§ **YOUR ASSIGNMENT**
Going line by line through the listing below, count each line that includes the word "fillRect", and reply with the count only.
___ EXERCISE INPUT
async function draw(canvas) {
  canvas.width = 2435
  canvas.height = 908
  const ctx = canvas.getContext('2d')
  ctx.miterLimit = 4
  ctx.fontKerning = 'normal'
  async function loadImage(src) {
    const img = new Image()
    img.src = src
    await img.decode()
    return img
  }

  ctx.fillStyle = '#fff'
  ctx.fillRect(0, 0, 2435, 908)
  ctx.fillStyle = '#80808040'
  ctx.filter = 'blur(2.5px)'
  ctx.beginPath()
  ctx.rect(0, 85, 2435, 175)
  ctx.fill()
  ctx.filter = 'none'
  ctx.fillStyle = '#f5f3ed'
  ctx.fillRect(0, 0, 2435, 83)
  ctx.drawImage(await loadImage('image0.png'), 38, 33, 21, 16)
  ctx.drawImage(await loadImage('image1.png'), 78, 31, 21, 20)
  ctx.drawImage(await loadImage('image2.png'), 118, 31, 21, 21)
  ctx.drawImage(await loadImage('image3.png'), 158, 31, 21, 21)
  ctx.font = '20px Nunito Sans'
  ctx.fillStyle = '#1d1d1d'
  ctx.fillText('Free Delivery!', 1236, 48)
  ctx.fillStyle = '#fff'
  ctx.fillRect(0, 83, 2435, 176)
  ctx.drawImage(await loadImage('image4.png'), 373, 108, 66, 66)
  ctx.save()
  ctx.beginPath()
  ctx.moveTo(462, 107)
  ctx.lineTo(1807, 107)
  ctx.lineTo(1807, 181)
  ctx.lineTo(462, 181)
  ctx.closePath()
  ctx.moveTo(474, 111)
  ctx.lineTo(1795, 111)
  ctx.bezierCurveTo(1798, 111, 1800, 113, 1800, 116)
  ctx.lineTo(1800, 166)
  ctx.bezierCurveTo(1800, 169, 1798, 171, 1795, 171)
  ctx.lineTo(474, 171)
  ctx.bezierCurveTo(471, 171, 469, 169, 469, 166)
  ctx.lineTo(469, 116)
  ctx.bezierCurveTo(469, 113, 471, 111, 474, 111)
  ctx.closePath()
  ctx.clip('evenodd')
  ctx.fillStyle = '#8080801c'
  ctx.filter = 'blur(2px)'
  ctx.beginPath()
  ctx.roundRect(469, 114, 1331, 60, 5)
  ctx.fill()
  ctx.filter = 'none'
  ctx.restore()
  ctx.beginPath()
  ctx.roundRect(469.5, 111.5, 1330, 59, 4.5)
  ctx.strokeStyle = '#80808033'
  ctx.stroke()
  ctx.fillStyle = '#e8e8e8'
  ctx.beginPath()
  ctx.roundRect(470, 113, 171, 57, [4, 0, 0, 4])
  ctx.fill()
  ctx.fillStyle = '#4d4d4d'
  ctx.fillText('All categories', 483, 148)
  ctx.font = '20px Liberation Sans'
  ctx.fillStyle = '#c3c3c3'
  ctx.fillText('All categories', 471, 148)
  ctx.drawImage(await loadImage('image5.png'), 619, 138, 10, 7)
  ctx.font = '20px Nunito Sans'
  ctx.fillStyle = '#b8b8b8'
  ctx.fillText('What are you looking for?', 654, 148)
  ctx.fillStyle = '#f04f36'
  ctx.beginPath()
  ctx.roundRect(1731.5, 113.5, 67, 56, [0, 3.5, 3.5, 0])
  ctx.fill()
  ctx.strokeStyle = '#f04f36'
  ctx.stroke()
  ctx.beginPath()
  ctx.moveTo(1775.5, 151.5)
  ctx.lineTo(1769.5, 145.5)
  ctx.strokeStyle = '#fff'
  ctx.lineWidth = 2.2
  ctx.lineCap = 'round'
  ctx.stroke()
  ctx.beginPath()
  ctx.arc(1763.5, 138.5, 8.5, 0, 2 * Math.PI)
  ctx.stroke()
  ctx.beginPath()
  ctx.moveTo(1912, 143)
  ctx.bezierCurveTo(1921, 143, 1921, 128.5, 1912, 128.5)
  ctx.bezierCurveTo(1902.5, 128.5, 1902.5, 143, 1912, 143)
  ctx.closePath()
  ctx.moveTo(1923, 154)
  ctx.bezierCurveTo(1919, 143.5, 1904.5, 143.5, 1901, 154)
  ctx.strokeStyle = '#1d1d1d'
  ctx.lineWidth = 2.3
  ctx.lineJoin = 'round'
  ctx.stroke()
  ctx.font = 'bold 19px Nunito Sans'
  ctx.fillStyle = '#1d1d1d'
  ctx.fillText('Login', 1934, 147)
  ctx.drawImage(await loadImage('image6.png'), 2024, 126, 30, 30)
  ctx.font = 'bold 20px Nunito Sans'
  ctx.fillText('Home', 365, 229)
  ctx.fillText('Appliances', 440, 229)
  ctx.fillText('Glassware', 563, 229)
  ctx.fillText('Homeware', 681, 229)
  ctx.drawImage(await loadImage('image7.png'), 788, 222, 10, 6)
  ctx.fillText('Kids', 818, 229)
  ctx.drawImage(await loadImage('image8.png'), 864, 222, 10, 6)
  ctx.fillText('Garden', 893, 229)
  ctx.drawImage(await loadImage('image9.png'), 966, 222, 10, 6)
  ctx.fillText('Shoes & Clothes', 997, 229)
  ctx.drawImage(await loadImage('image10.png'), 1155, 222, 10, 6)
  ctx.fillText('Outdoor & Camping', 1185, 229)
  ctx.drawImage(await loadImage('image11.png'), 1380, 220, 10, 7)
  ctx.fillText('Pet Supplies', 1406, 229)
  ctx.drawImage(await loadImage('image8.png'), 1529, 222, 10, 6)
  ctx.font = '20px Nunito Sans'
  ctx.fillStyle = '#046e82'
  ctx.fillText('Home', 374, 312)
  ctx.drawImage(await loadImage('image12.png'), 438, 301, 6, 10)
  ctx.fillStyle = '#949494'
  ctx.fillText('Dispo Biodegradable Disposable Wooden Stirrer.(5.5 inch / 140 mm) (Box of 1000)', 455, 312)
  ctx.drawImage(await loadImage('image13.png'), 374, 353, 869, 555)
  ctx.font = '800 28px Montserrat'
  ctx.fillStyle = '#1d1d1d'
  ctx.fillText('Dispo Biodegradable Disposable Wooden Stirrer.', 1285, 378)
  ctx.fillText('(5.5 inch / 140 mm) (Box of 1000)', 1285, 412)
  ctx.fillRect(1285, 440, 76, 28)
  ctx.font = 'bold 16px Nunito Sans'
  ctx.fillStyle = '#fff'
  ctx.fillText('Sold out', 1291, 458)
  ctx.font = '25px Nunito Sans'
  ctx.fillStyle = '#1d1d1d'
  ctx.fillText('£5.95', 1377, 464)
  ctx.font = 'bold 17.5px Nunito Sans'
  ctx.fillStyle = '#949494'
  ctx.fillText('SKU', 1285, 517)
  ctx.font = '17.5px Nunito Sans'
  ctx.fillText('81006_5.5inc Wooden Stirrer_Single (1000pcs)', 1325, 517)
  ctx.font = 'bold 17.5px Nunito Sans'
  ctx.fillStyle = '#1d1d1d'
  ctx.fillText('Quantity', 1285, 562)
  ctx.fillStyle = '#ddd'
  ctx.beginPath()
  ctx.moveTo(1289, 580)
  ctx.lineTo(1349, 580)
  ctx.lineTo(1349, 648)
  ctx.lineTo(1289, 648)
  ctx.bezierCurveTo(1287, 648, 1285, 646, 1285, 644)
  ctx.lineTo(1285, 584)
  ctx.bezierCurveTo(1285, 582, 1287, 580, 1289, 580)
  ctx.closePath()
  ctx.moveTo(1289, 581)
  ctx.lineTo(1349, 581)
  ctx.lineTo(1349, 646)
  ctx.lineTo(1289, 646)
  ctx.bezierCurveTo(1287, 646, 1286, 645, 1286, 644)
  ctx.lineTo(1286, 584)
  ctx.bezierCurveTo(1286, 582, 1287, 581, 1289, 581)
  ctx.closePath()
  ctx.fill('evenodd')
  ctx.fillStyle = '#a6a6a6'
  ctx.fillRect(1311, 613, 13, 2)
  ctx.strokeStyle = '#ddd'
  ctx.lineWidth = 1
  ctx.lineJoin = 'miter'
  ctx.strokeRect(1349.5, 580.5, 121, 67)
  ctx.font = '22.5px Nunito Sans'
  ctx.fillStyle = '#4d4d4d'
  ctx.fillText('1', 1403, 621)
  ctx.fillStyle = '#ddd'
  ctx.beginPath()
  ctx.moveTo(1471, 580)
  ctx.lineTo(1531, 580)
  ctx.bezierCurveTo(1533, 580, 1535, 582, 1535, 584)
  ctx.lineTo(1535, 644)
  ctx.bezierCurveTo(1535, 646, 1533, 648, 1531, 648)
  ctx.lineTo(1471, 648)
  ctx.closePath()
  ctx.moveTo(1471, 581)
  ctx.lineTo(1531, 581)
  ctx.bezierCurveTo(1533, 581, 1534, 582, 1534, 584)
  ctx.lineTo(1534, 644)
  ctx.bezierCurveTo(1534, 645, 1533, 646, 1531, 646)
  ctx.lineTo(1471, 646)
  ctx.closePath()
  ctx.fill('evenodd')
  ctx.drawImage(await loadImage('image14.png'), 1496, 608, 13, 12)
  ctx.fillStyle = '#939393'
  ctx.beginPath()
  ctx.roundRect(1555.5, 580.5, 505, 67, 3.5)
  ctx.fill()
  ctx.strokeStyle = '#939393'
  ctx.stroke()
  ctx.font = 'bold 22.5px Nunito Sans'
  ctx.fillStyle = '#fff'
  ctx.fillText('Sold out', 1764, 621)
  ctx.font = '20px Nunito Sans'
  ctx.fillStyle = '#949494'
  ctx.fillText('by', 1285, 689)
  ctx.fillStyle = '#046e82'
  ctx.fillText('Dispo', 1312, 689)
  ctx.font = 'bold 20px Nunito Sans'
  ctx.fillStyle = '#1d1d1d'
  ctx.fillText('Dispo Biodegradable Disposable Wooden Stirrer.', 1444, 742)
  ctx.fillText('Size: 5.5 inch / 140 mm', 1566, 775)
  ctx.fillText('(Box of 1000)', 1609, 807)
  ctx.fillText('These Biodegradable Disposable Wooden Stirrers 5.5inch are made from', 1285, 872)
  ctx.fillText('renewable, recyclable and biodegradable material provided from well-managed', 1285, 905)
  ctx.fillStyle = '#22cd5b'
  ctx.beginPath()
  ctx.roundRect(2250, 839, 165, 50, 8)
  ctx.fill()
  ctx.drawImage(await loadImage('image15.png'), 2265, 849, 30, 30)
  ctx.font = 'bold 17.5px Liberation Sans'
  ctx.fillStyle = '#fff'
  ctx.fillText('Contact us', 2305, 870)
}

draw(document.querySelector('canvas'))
______
___ EXERCISE INPUT
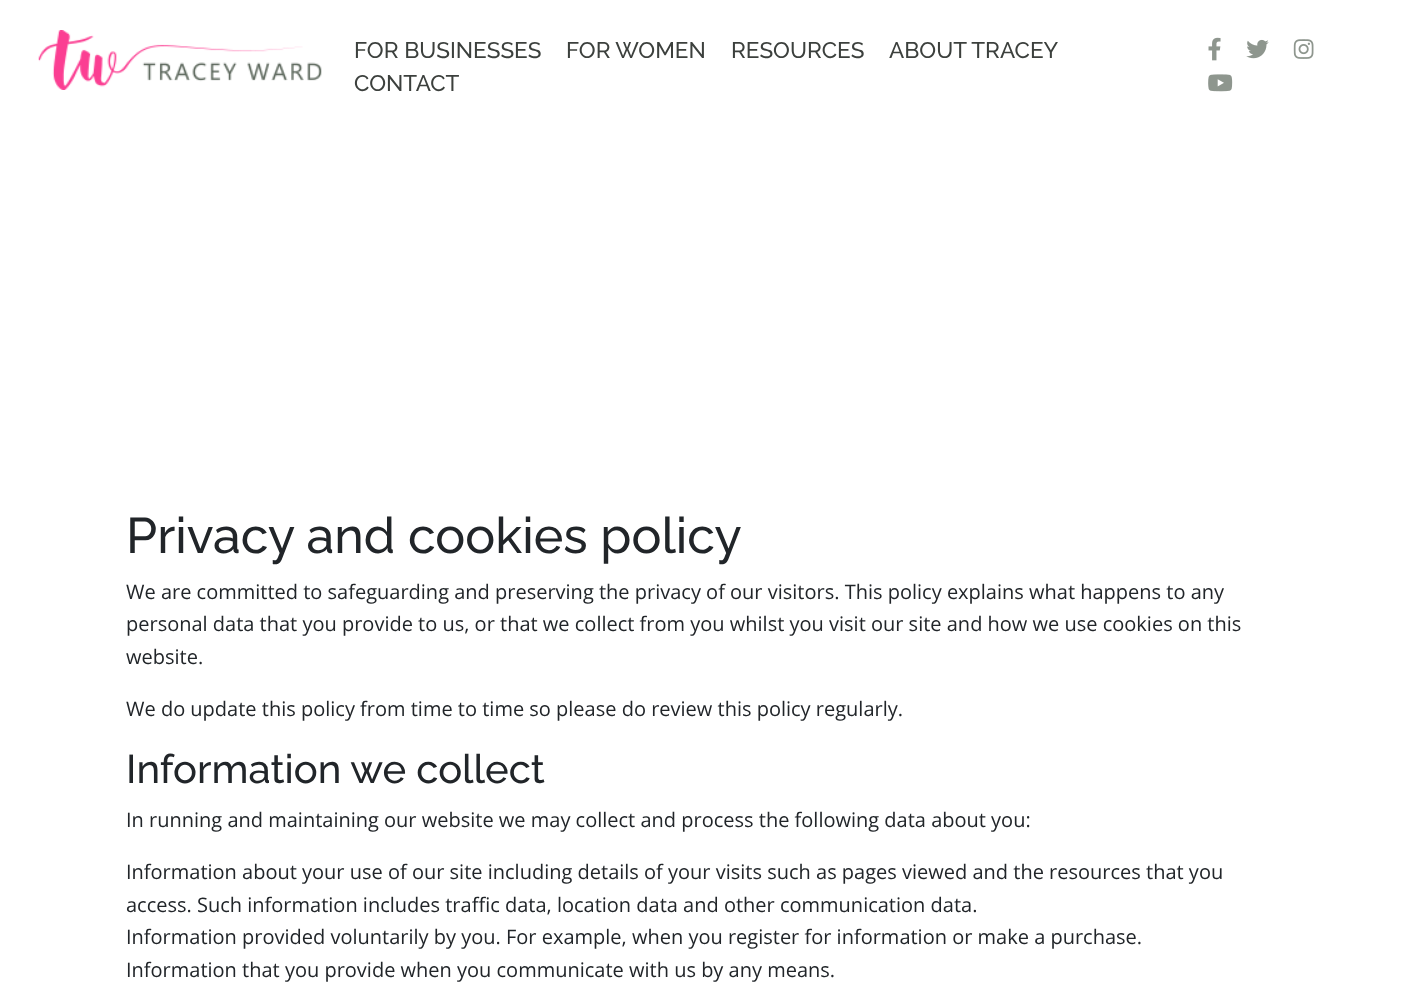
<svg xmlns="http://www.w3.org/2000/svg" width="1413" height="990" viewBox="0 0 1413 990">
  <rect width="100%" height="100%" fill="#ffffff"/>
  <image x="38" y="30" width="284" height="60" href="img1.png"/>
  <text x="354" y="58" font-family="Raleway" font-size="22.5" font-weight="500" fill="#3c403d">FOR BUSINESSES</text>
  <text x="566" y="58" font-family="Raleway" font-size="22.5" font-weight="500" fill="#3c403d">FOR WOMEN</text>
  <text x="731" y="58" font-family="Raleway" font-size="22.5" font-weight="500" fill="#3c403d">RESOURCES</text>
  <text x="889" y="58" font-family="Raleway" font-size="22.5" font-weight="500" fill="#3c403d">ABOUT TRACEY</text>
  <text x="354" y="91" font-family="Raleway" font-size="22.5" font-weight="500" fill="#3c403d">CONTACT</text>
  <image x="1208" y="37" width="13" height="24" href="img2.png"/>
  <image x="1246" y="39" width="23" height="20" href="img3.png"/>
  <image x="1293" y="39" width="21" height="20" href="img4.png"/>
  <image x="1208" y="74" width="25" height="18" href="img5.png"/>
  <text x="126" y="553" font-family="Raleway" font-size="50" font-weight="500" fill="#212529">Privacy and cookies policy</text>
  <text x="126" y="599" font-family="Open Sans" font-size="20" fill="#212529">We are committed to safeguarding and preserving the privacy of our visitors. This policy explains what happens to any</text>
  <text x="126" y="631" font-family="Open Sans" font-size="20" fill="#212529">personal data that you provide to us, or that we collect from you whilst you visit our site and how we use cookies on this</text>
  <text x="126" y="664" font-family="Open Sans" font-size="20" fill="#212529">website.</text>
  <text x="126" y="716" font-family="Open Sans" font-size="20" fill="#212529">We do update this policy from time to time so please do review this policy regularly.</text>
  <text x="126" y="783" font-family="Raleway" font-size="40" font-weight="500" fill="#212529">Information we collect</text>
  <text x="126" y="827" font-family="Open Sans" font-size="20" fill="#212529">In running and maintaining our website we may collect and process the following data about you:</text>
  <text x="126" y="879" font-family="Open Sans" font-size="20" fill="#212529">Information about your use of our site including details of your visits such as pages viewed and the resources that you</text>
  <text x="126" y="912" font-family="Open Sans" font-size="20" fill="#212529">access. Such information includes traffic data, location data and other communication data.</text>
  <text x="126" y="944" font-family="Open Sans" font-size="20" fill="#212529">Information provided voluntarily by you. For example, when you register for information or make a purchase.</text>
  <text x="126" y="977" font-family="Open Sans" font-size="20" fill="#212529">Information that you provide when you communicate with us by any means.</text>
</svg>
______
§ **RESULT OF THE TASK**
5